Source code for ost.s1.refine_inventory

import itertools
import logging
import warnings

import pandas as pd
import geopandas as gpd
from shapely.ops import unary_union

# import internal modules
from ost.helpers import vector as vec

logger = logging.getLogger(__name__)


def _remove_double_entries(inventory_df):
    """Removing acquisitions that appear twice in the inventory

    Sometimes acquisitions are processed more than once. The last 4 digits of
    the re-processed scene identifier then change. When searching for data,
    both scenes will be found, even though they are the same.

    This routine checks of such appearance and selects the latest product.

    Args:
        inventory_df (gdf): an OST compliant Sentinel-1 inventory GeoDataFrame

    Returns:
        inventory_df (gdf): the manipulated inventory GeodataFrame

    """

    # filter footprint data frame for obit direction and polarisation &
    # get unique entries
    idx = (
        inventory_df.groupby(inventory_df["identifier"].str.slice(0, 63))["ingestiondate"].transform(max)
        == inventory_df["ingestiondate"]
    )

    # re-initialize GDF geometry due to groupby function
    gdf = gpd.GeoDataFrame(inventory_df[idx], geometry="geometry", crs="epsg:4326")

    logger.info(f"{len(inventory_df[idx])} frames remain after double entry removal")
    return gdf


def _remove_outside_aoi(aoi_gdf, inventory_df):
    """Removes scenes that are located outside the AOI

    The search routine works over a simplified representation of the AOI.
    This may then include acquistions that do not overlap with the AOI.

    In this step we sort out the scenes that are completely outside the
    actual AOI.

    Args:
        aoi_gdf (gdf): the aoi as an GeoDataFrame
        inventory_df (gdf): an OST compliant Sentinel-1 inventory GeoDataFrame

    Returns:
        inventory_df (gdf): the manipulated inventory GeodataFrame

    """

    # get columns of input dataframe for later return function
    cols = inventory_df.columns

    # 1) get only intersecting footprints (double, since we do this before)
    inventory_df = gpd.sjoin(inventory_df, aoi_gdf, how="left", op="intersects")

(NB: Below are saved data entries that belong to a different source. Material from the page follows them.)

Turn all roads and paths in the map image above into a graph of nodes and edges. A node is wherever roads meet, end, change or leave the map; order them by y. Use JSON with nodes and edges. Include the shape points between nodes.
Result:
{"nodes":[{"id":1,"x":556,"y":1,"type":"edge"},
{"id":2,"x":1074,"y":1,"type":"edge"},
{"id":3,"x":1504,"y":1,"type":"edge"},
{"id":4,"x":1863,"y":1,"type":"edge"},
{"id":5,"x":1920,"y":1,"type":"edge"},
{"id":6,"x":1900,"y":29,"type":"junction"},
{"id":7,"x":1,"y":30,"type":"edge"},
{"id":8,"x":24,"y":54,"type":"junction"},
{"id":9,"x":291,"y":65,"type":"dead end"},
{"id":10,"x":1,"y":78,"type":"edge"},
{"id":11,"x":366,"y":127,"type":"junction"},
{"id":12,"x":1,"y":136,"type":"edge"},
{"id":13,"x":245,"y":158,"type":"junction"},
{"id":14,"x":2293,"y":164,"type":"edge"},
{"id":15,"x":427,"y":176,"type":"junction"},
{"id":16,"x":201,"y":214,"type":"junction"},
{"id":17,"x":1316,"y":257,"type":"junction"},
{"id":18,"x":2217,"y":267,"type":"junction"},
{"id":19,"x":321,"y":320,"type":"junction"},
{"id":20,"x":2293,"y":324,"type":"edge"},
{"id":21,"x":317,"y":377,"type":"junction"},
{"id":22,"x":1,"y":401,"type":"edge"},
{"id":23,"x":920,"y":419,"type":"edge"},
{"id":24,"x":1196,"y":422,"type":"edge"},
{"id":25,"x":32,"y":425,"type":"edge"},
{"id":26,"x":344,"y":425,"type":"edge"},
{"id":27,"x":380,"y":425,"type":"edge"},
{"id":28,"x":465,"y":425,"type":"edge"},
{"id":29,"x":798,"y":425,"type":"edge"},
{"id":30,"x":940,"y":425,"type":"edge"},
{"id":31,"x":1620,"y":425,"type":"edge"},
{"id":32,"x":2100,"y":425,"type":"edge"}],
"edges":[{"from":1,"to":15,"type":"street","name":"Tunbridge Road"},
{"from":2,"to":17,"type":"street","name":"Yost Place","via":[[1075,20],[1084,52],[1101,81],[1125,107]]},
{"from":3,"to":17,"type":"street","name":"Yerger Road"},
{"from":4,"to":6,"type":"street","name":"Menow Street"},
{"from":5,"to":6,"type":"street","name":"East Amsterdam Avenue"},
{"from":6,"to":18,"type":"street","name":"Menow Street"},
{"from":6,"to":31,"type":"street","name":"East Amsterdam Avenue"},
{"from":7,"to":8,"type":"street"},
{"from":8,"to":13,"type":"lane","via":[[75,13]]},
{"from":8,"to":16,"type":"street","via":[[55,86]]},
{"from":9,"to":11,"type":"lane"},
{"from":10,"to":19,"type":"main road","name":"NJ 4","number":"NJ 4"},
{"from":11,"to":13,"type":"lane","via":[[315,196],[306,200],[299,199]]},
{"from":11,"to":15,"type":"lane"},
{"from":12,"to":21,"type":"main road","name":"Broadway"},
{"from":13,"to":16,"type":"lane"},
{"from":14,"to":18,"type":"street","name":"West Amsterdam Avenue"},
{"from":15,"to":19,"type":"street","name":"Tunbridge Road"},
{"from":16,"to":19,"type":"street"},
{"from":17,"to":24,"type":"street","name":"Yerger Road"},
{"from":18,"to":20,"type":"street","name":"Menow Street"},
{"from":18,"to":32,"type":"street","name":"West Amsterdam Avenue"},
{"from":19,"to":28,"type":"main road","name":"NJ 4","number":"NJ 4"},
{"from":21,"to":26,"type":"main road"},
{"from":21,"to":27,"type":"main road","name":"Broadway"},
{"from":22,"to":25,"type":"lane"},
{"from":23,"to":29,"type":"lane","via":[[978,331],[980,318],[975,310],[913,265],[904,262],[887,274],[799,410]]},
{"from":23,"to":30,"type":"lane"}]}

    # if aoi  gdf has an id field we need to rename the changed id_left field
    if "id_left" in inventory_df.columns:
        # rename id_left to id
        inventory_df.columns = ["id" if x == "id_left" else x for x in inventory_df.columns]

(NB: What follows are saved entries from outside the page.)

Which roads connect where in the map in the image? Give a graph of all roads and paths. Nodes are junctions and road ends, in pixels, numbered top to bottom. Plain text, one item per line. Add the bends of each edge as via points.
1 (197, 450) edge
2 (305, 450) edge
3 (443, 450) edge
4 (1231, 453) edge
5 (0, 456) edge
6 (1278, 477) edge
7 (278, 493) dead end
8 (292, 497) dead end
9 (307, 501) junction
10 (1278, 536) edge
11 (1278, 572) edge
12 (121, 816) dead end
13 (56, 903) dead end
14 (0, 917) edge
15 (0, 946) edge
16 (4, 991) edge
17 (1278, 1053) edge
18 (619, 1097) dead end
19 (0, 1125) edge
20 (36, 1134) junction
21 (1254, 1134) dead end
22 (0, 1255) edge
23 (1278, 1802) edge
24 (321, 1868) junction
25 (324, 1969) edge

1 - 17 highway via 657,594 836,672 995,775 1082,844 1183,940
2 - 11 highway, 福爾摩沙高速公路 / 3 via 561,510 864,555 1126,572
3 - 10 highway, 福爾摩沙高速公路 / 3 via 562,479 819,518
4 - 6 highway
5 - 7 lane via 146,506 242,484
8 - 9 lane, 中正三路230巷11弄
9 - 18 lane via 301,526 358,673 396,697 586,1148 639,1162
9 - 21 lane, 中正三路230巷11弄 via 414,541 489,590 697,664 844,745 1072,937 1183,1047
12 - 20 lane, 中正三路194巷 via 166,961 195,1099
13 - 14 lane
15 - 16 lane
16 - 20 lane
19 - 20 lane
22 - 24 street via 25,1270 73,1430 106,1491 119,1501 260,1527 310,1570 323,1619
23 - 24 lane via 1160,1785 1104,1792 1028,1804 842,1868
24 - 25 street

    # remove duplicates (in case of more than one polygon in AOI)
    inventory_df.drop_duplicates("identifier", inplace=True)

    return inventory_df[cols]


def _handle_equator_crossing(inventory_df):
    """Adjustment of track number when crossing the equator

    OST relies on unique numbers of relative orbit. For ascending tracks
    crossing the equator the relative orbit will increase by 1.

    This routine checks for the appearance of such kind and unifies the
    relativeorbit numbers so that the inventory is compliant with the
    subsequent batch processing routines of OST

    Args:
        inventory_df (gdf): an OST compliant Sentinel-1 inventory GeoDataFrame

    Returns:
        inventory_df (gdf): the manipulated inventory GeodataFrame

    """

    # get the relativeorbitnumbers that change with equator crossing
    tracks = (
        inventory_df.lastrelativeorbitnumber[
            inventory_df["relativeorbit"] != inventory_df["lastrelativeorbitnumber"]
        ]
        .unique()
        .tolist()
    )

    for track in tracks:

        # get dates
        dates = inventory_df.acquisitiondate[(inventory_df["relativeorbit"] == track)].unique()

        for date in dates:
            # ----------------------------------------------------
            # ### NEEDS TO BE ADDED THE CHECK
            # check if consecutive orbitnumers are from the same track
            # subdf = inventory_df[(inventory_df['acquisitiondate'] == date) &
            #                     (inventory_df['relativeorbit'] == track) |
            #                     (inventory_df['acquisitiondate'] == date) &
            #                     (inventory_df['relativeorbit'] ==
            #             str(int(track) - 1))].sort_values(['beginposition'])
            #
            # for row in subdf.iterrows():
            # ----------------------------------------------------

            # get index of
            idx = inventory_df[
                (inventory_df["acquisitiondate"] == date) & (inventory_df["relativeorbit"] == track)
            ].index

            # reset relative orbit number
            inventory_df.set_value(idx, "relativeorbit", str(int(track) - 1))

    return inventory_df


def _exclude_marginal_tracks(aoi_gdf, inventory_df, area_reduce=0.1):
    """
    This function takes the AOI and the footprint inventory
    and checks if any of the tracks are unnecessary, i.e.
    if the AOI can be covered by all the remaining tracks.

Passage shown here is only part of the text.